Segment Start: GIVEN RECORDS

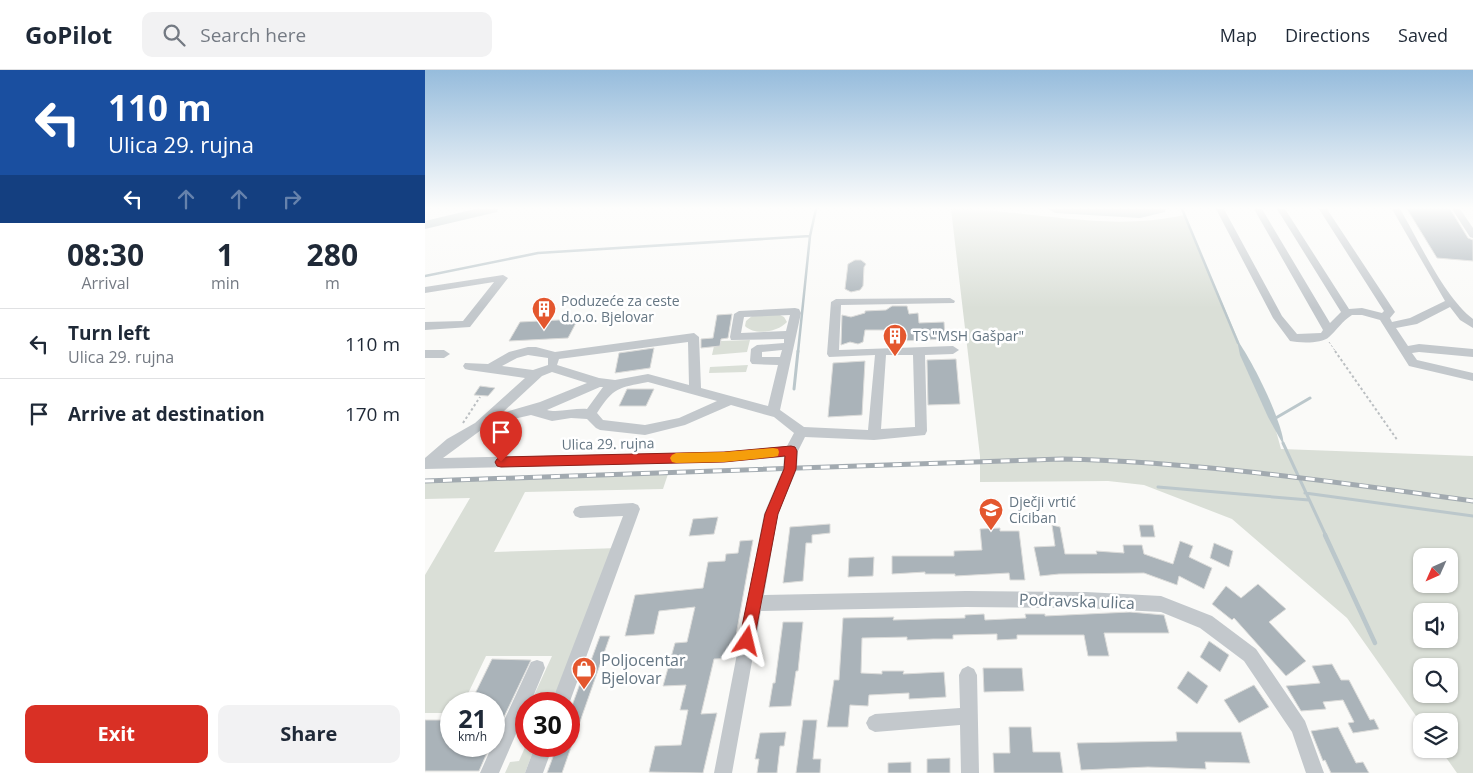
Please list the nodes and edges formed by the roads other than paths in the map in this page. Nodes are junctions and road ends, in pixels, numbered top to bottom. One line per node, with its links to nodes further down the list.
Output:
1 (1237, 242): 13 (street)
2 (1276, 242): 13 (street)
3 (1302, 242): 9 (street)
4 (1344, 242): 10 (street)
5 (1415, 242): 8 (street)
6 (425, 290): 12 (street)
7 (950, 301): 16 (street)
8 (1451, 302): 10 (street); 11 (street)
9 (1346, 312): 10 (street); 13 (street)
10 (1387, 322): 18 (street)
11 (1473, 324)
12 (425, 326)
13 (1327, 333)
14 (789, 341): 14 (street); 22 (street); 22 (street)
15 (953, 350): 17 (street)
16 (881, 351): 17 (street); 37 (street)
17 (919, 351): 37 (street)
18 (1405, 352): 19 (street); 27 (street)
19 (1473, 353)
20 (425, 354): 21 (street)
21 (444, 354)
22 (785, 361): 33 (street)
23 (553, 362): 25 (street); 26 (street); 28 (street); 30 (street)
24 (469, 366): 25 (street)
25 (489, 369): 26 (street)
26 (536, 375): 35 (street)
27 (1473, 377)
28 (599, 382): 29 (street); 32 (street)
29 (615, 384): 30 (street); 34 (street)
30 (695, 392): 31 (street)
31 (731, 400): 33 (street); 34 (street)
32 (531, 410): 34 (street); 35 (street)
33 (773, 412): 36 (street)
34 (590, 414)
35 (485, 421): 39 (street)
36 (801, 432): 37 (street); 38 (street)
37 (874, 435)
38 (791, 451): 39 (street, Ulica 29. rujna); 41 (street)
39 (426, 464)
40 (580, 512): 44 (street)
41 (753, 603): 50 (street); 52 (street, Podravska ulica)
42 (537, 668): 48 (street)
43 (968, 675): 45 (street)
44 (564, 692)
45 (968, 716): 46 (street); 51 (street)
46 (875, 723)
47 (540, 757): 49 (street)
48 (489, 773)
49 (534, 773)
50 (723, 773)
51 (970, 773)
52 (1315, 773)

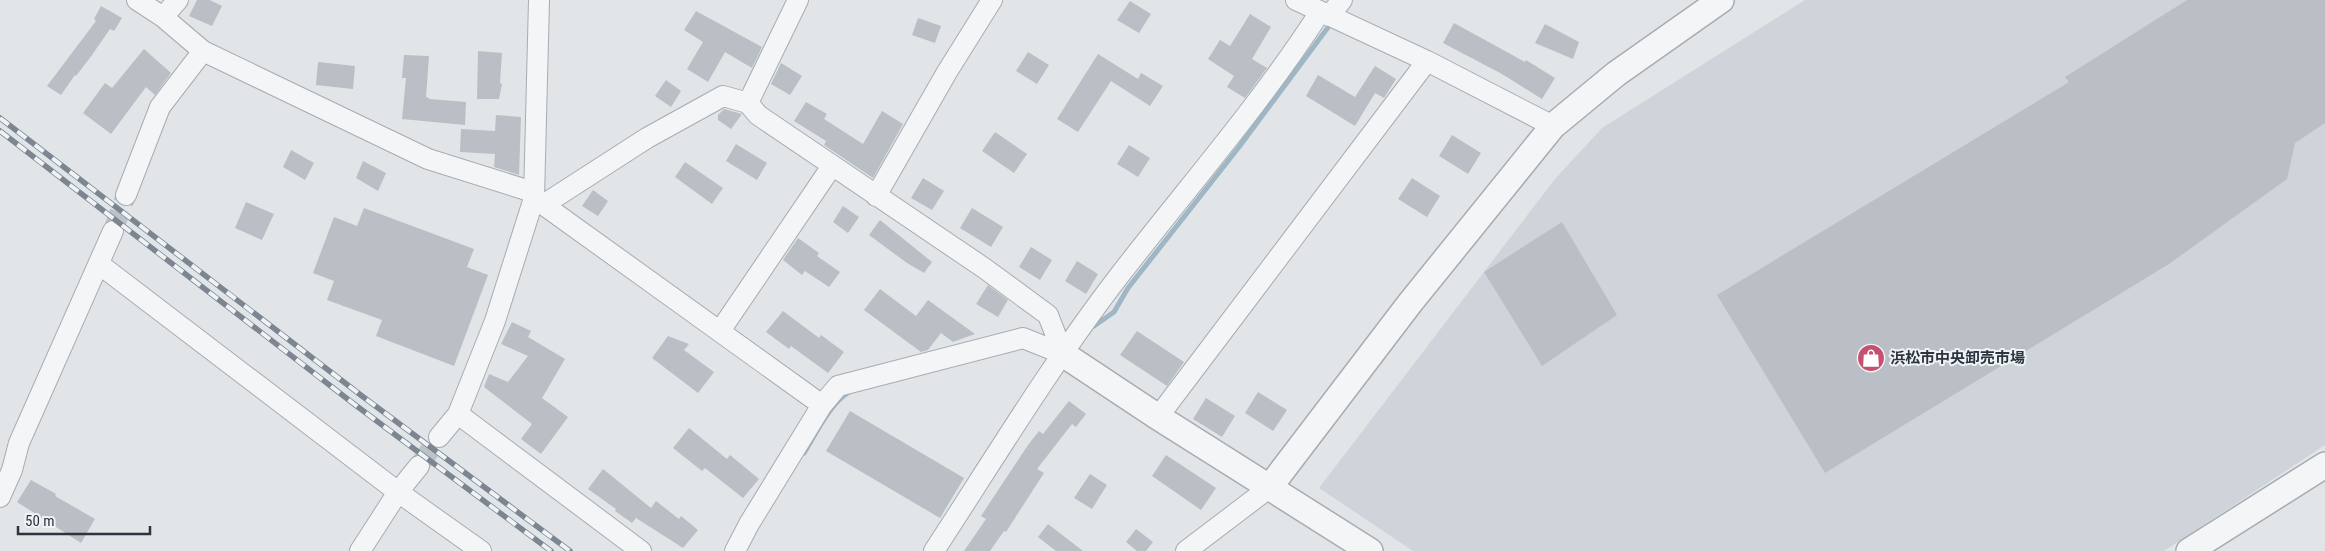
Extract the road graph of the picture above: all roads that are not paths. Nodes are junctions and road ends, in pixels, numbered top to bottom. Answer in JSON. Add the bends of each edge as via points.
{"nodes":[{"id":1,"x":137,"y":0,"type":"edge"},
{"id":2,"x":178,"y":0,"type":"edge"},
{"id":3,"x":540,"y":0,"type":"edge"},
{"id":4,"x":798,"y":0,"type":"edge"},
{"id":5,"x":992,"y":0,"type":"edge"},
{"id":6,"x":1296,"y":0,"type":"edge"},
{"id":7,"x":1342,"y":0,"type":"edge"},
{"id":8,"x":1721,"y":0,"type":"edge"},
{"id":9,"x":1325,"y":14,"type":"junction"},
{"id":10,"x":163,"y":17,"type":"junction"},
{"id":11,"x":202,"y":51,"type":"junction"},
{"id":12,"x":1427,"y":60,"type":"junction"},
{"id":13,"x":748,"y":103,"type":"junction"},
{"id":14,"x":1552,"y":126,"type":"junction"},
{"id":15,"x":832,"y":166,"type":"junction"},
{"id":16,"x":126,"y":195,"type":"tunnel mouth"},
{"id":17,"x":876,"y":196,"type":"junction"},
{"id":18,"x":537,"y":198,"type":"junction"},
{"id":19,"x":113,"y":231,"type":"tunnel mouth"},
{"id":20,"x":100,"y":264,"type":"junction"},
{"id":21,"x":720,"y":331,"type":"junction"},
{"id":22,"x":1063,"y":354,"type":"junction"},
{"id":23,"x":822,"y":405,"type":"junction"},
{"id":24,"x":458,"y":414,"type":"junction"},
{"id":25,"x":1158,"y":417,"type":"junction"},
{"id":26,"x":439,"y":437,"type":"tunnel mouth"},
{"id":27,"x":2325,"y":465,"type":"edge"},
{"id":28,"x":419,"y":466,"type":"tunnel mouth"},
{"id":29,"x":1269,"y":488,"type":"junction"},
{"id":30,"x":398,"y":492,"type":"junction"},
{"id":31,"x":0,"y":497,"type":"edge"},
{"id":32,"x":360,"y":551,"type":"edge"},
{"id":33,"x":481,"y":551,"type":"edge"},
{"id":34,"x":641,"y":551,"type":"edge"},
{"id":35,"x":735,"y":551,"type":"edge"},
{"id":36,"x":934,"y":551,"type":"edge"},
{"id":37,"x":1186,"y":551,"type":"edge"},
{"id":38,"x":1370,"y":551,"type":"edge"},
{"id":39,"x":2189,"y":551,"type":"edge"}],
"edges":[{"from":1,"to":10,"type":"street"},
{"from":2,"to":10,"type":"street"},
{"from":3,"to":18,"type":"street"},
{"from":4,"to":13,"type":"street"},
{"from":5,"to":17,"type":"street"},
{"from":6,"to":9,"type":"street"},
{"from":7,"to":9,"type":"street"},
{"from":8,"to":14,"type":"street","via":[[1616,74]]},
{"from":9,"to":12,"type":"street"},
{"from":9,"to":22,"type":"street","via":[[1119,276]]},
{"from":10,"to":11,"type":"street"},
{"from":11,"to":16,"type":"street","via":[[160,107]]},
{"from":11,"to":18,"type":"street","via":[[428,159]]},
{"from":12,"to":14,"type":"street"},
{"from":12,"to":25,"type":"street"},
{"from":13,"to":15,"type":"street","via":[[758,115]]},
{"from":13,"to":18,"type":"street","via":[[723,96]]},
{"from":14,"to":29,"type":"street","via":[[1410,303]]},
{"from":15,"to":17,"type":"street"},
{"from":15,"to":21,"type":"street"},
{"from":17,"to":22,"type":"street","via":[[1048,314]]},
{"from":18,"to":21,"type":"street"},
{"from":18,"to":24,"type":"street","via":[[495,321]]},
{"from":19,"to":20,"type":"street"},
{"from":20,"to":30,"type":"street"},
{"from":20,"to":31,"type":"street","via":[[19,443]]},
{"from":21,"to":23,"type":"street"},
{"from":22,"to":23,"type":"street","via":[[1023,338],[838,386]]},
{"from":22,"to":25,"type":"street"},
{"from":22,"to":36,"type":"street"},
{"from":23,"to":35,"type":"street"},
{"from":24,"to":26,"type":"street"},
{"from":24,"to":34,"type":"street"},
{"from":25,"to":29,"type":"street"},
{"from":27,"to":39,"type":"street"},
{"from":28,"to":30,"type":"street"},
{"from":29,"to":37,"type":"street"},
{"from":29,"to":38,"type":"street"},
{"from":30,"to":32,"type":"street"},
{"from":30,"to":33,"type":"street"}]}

Segment End: GIVEN RECORDS

**DIRECTIONS:** Scan the records for the word "road". Copy each line where it turns up.

**WRITTEN ANSWER:**
Please list the nodes and edges formed by the roads other than paths in the map in this page. Nodes are junctions and road ends, in pixels, numbered top to bottom. One line per node, with its links to nodes further down the list.
Extract the road graph of the picture above: all roads that are not paths. Nodes are junctions and road ends, in pixels, numbered top to bottom. Answer in JSON. Add the bends of each edge as via points.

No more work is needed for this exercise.